In analysing the ev­i­dence in the case, Mo­hammed ruled that she be­lieved Raf­fick’s claim that the of­fi­cers had no war­rant at the time of the search as there were mul­ti­ple in­con­sis­ten­cies in the po­lice of­fi­cers’ ev­i­dence. The war­rant was al­so not pro­duced by the State in the case.

She al­so ruled that Raf­fick’s claim that the al­leged drugs were plant­ed by the of­fi­cers.

“I am sat­is­fied that there was co­gent and com­pelling ev­i­dence that the black plas­tic bag con­tain­ing the al­leged co­caine was plant­ed by the po­lice of­fi­cers who searched the mid­dle bed­room since they had the op­por­tu­ni­ty to do so as no oc­cu­pant from the house was present dur­ing the search of the mid­dle bed­room,” Mo­hammed said.

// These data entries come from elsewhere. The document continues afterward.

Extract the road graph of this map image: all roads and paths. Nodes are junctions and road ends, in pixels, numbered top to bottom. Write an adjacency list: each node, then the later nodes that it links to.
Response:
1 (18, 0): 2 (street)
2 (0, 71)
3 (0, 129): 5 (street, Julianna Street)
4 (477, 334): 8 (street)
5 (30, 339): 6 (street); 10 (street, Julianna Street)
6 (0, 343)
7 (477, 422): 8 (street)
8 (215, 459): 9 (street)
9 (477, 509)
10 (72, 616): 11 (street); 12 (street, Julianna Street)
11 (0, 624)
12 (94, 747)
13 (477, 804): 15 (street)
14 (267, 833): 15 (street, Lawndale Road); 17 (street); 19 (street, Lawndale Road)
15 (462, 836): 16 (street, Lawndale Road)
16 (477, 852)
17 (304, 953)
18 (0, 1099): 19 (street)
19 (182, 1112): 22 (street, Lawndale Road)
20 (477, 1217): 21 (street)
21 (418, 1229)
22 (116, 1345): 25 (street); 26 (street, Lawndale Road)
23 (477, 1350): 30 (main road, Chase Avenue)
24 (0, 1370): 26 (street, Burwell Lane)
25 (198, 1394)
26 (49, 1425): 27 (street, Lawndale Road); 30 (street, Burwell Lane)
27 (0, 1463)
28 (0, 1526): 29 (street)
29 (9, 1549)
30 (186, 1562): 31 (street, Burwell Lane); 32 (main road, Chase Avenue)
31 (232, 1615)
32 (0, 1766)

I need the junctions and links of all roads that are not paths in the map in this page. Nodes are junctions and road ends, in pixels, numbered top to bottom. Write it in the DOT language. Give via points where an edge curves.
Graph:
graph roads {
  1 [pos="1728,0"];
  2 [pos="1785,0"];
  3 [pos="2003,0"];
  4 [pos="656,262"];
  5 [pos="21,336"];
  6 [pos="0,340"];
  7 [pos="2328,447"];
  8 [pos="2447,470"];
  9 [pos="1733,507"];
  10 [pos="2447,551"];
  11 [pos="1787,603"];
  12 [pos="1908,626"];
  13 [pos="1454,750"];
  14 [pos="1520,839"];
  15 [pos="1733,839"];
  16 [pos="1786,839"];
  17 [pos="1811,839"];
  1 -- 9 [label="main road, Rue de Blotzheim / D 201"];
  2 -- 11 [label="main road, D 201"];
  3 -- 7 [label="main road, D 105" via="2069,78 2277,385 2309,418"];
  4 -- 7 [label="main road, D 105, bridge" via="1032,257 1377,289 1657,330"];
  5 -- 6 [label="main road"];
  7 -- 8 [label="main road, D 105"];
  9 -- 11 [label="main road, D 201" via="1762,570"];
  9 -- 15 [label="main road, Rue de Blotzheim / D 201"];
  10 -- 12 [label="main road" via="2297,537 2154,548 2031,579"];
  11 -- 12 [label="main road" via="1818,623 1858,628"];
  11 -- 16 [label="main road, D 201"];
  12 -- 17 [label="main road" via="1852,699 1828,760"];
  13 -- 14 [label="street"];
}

Mo­hammed al­so ruled that Raf­fick’s con­fes­sion was not le­git­i­mate.

“In my opin­ion, the on­ly rea­son­able con­tention is that of Raf­fick which is she on­ly made the con­fes­sion out of gear since based on one of the of­fi­cer’s state­ment her fam­i­ly was to be ar­rest­ed and her chil­dren was to be tak­en away by child ser­vices,” she said.

In deal­ing with the is­sue of the al­le­ga­tion of the bribe de­mand­ed from her hus­band, Mo­hammed not­ed that it was dif­fi­cult to prove as Lawrence did not tes­ti­fy in the case and there was no ev­id­nece of mon­ey be­ing paid.

How­ev­er, she said it was plau­si­ble based on the fact that Lawrence was ar­rest­ed even af­ter Raf­fick con­fessed and was re­leased an hour af­ter she was charged.

“It was high­ly sus­pi­cious that about an hour af­ter Raf­fick signed the con­fes­sion which she said was part of the agree­ment ar­rived in the room up­stairs that Lawrence was re­leased with­out charge giv­en that the al­leged co­caine was found in the mid­dle bed­room which he oc­cu­pied,” she said.

In al­so deal­ing with whether po­lice act­ed ma­li­cious­ly in charg­ing Raf­fick, Mo­hammed not­ed that his ap­proach in pros­e­cut­ing the case was lais­sez-faire.

In cal­cu­lat­ing com­pen­sa­tion for Raf­fick, Mo­hammed con­sid­ered the 11 days she spent on re­mand be­fore she was able to ac­cess bail.

While Raf­fick claimed that she was suf­fered hu­mil­i­a­tion and ridicule as a re­sult of the in­ci­dent, Mo­hammed not­ed that she did not ad­duce ev­i­dence to but­tress her claim.

Raf­fick was rep­re­sent­ed by Ganesh Sa­roop and Haresh Ram­nath while Ronelle Hinds and Kendra Mark rep­re­sent­ed the State.